Could it Be that the Venezuela Murder Rate Did Peak in 2008?

As Interior Minister Miguel Rodriguez Torres and the Venezuelan Violence Observatory battle it out over the 2013 murder figures, most Venezuelans shrug their shoulders and believe who they want to believe. Government supporters instinctively trust the minister, while the opposition takes it for granted that the Observatory’s much higher estimate must be right.

Oddly, in this hyperpolarized environment, the quality of that Venezuelan Violence Observatory (OVV) number has not gotten much scrutiny — and the OVV figure is not what it seems. It is not a body count based on leaked government data, nor is it an estimate constructed from a proprietary survey. It is a forecast based on past trends — a slightly more sophisticated version of the XKCD method.

This article first appeared on the Caracas Chronicles blog. Read the original here.

In fact, the methodology section of OVV’s latest press release raises more questions than it answers. The forecasting techniques they mention require data both on past forecasts — i.e., 2010’s guess for 2011 — and on actual realized past values — i.e., the actual number of violent deaths in 2011. But since, by OVV’s own account, they don’t have access to reliable counts for at least the past five years, it is not clear what they’re using as model inputs. There is an oblique reference to “partial data from diverse regional and national sources,” but it’s not clear what those data are or how they are used.

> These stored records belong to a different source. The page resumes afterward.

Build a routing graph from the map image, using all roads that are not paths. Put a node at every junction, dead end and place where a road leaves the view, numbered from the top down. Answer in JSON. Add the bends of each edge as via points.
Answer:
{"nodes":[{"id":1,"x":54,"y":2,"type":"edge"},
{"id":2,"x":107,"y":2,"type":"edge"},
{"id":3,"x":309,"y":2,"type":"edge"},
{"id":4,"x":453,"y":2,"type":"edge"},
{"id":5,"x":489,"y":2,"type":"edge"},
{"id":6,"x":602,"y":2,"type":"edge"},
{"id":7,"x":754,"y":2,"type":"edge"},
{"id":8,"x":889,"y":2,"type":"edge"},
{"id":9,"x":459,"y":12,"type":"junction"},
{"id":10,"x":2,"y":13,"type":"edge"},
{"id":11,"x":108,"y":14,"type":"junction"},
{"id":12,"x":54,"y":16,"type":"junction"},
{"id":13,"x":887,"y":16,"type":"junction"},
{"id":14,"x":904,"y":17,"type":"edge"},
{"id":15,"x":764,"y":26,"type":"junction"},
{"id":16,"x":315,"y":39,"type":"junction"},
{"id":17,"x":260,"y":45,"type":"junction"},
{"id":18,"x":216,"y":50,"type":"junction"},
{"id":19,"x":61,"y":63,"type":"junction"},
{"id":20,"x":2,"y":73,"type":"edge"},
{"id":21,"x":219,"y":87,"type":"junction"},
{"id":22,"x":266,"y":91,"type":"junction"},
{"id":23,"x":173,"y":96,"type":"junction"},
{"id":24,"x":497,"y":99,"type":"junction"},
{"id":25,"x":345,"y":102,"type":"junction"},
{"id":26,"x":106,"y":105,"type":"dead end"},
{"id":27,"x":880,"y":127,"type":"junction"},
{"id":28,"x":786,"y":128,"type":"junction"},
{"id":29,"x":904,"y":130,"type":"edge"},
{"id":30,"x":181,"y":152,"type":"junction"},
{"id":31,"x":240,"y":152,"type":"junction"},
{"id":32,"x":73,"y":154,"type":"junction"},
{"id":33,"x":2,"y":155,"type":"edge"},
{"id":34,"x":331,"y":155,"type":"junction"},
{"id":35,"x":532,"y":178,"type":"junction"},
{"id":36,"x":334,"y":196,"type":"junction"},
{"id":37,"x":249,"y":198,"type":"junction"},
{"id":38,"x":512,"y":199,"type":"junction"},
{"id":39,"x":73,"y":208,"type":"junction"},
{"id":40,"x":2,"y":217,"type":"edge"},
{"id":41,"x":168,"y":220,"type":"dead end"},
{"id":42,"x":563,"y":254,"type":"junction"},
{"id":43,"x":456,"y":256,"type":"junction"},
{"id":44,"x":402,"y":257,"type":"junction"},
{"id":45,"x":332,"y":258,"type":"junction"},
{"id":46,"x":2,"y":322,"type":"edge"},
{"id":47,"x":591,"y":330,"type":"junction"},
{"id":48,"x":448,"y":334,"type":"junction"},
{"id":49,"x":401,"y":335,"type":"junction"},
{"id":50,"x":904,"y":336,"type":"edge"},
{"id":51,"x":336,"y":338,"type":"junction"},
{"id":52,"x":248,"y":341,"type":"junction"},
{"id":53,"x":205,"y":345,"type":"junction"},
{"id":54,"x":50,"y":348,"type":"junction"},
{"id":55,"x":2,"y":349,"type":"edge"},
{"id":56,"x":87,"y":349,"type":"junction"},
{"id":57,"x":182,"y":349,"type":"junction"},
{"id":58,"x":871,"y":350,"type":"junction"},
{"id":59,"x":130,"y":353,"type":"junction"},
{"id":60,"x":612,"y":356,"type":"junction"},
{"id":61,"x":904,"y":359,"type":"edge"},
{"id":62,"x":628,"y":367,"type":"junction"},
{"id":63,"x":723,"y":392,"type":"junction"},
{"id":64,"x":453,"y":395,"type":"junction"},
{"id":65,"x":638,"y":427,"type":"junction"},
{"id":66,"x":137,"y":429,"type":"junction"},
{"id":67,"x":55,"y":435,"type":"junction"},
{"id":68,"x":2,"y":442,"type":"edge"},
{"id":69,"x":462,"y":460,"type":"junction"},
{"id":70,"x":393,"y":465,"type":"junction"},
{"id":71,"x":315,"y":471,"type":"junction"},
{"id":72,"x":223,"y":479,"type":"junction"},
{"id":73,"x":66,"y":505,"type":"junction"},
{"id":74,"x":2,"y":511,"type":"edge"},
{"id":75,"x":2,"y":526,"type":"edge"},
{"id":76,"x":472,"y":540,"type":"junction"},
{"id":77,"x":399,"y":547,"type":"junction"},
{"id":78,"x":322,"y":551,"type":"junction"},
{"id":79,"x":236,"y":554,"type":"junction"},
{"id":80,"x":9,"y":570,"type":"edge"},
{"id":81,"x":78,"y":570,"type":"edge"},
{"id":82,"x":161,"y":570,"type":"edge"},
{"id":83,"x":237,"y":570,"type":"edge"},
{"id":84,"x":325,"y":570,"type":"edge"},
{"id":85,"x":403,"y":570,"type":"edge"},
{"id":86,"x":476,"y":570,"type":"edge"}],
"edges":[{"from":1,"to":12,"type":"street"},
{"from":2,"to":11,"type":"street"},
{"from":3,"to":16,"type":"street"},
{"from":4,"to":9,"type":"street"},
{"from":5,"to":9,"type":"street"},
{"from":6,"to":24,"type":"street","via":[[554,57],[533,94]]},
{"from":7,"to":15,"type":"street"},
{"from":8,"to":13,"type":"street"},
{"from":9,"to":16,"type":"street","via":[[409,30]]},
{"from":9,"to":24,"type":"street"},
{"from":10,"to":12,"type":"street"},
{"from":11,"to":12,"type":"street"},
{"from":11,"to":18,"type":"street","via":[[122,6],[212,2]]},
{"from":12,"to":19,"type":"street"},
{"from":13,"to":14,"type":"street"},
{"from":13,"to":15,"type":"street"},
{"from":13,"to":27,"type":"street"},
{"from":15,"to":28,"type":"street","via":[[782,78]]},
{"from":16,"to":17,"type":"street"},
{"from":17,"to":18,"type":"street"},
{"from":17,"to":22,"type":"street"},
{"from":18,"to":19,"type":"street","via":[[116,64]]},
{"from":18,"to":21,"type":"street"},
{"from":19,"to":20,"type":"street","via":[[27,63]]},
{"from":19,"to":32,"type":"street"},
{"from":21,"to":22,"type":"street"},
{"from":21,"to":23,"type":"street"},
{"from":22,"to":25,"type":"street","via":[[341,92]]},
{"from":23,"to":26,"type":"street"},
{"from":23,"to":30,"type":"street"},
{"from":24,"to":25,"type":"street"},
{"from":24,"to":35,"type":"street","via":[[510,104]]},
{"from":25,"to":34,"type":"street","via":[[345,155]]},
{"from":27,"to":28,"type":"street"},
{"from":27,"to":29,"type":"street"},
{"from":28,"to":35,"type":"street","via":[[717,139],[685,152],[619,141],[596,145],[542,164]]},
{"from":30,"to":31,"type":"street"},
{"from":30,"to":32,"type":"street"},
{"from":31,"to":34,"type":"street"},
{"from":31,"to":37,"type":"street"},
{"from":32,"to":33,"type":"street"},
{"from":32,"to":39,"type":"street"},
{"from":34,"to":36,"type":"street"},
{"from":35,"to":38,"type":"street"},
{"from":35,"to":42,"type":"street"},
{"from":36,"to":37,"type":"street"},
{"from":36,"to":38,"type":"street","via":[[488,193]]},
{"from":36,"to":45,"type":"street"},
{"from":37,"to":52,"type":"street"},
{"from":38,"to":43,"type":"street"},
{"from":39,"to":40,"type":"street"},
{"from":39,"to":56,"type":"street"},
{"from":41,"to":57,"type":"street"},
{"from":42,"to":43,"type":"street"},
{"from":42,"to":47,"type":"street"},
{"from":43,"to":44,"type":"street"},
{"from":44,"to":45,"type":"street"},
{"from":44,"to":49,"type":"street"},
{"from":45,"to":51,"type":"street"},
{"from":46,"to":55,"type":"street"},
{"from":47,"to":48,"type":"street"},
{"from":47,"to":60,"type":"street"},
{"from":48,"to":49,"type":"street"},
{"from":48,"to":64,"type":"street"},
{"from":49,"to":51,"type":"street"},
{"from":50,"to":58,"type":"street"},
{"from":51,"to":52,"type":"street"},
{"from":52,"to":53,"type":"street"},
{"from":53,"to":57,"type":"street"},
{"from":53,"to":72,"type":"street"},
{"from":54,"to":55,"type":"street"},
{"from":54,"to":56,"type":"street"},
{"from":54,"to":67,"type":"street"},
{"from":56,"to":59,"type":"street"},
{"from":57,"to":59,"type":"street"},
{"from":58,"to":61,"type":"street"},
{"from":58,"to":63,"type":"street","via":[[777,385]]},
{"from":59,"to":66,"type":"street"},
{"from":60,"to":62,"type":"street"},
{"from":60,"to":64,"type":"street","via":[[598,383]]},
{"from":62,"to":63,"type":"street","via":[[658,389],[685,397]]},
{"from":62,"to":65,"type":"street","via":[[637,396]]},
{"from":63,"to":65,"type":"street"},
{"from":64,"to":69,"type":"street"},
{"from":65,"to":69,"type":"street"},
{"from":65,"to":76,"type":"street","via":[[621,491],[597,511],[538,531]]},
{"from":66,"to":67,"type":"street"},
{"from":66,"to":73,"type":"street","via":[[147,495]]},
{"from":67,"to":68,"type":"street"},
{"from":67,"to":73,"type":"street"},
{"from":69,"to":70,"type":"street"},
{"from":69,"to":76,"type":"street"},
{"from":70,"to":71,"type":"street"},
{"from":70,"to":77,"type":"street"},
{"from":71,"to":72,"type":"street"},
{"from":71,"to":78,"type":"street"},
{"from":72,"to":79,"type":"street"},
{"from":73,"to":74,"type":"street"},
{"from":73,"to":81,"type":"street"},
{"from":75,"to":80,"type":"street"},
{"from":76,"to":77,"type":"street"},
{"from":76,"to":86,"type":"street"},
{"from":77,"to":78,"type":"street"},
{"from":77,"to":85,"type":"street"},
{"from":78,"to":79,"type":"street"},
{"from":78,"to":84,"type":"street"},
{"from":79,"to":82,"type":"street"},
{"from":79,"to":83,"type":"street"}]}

I reached out to Roberto Briceño Leon for clarification [disclosure: Briceño Leon is a friend and I had him read a draft of this post before publishing], hoping to be told, “No, chama, you misunderstood; our number is based on data from such-and-such source.” Nope. Instead, he said that my methodological criticisms were valid, adding, “Our methodology isn’t perfect, and it doesn’t meet all the standards, but there is no other way to get information in this darkness — this is the little light we have.” In other words: without reliable government statistics, what do you want from us except a simple forecast?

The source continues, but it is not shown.